A new study from Nov. 26, 2020 showed that circumcision may have long-term emotional consequences on adult socio-affective processing. The study involved 619 American adult men, 408 circumcised and 211 still in their natural state.
All of the males underwent extensive psychological questionnaires. There were significant differences among the two groups.
The original study showed that the uncircumcised males displayed no psychological abnormalities. But the males who underwent circumcision as infants revealed the following abnormalities:
- They had more problems bonding with their partner
- More emotionally unstable
- History of infant circumcision associated with stronger sexual drive
- They had a lower stress threshold
- Both groups scored similarly with regard to empathy or trust
Traditional reason why circumcisions persist
- Many religions strongly suggest their believers to circumcise the newborn or later in life at the rite of passage. (history of circumcision).
- When the father had a circumcision, the probability is much higher that the son also gets a circumcision. A Canadian study showed that when father was circumcised, 82% would circumcise the son. However, when the fathers had no circumcision, only 15% would circumcise their sons.
- In the past, particularly 3 or 4 decades ago, there was a belief that penile cancer was less frequent in circumcised men than in uncircumcised men. But subsequent studies showed that it was an accumulation of carcinogenic substances that built up in smegma secretions that was responsible for the development of penile cancer.
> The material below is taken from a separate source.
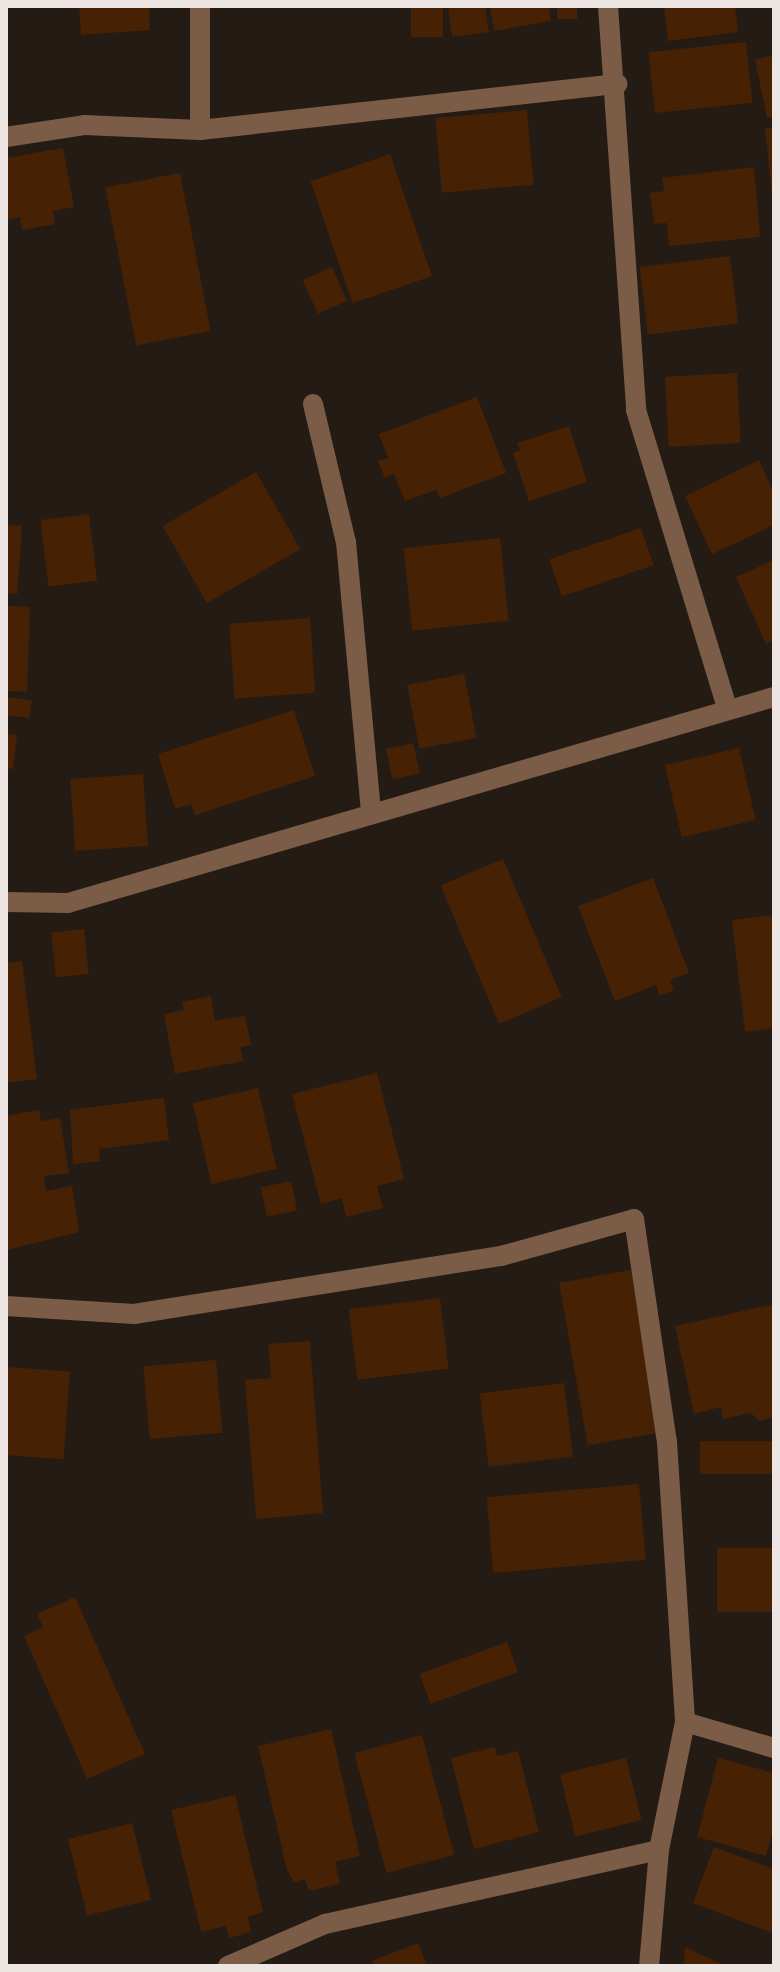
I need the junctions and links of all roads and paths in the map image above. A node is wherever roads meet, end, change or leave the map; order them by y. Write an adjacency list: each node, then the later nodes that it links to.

Regular removal of smegma removed also the risk of penile cancer development.
HIV prevention may be a reason for a son’s circumcision
A 2010 study found less HIV transmission in adult men when neonatal circumcision was done. There was a lifetime reduction of the HIV risk for all males by 15.7%.
Circumcisions of newborn males are largely based on religious and family traditions. There is very little scientific evidence that circumcisions are necessary. The old thought that you could prevent penile cancer with neonatal circumcisions was proven wrong. Instead, clinicians showed that good hygiene with cleaning of smegma removed the carcinogenic substances that cause penile cancer. The latest finding that HIV infection rates in adult males were lower in males with circumcision does not necessarily mean that all newborn males need circumcision. HIV is curable in this day and age with cocktail antiviral therapy. It does not make sense that all males get a circumcision for an HIV infection that might not happen.
Century old traditions associate with circumcisions and there are strong beliefs one way or another. It is unlikely that this question will settle soon. Parents will make their decisions based on their traditional and personal beliefs. This is a persistent pattern, even if objectively there is no evidence that circumcisions are necessary.